Alguien soñó una vez con apretar un botón y encender una habitación. Alguno con un aparato que permitiera movilizarse. Otro con hablar por teléfono estando en cualquier parte del mundo. Hubo aquel que soñó con la libertad de los esclavos y aquella que soñó con la emancipación de las mujeres.
Hoy encender una luz, hablar por el móvil, moverse en un avión, un coche o un tren, ir por la vida con cierta libertad independientemente del color o del género es relativamente obvio. Tan previsible que rara vez nos paramos a pensar en sus inicios. Tan patente que resulta inimaginable existir sin ello.
Algún día alguien soñó y algo se hizo evidente. No al siguiente minuto, ni a la siguiente semana. Seguramente pasó mucho tiempo antes de materializarse el sueño que hoy es una realidad, pero se hizo. Y confiamos en que “alguien” siga inventando para tener una vida cada vez más cómoda.
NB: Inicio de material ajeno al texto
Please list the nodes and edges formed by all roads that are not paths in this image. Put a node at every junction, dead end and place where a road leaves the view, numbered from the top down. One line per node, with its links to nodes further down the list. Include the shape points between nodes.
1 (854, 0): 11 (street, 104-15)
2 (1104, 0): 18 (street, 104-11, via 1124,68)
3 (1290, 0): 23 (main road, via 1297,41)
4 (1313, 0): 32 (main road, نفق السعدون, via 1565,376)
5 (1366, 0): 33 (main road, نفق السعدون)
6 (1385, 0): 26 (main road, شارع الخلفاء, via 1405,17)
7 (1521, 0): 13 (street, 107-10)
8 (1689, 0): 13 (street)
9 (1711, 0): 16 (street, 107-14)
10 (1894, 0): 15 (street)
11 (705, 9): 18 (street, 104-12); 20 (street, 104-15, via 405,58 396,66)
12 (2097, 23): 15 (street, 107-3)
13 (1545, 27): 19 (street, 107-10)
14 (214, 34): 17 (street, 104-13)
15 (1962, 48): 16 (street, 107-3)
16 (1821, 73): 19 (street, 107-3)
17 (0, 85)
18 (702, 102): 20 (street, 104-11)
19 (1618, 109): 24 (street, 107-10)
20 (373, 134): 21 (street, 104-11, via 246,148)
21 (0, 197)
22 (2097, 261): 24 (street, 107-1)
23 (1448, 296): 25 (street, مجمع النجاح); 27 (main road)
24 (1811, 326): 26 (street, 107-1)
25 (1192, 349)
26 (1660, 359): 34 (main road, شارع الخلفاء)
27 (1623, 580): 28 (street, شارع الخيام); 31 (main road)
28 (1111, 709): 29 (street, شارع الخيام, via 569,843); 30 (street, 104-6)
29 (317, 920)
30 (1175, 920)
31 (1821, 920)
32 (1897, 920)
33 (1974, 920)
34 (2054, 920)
Hay quienes permanecen en la espera, asustados de soñar. No sé si te ha pasado, pensar en algo que parecía posible y en segundos, sin siquiera permitir que la idea llegara entera a la consciencia, desestimarla por parecer imposible.
Soñar no cuesta nada, como dicen, y no duele o al menos no debería doler. Imaginar un objeto, una forma de vida diferente, un mundo mejor, es un primer paso para conseguirlo, por supuesto, cuando viene acompañado de acciones encaminadas a la realización.
Porque no basta con quedarse en el sofá imaginando el mundo mejor mientras se ve la televisión pasivamente, con quejarse de lo mal que van las cosas sin mover un dedo o con copiar y pegar todo lo que a uno le suena más o menos bien en internet.
Soñar es ampliar el presente y pintarlo con colores tan potentes, que resultan capaces de traspasar los muros de una limitada racionalidad.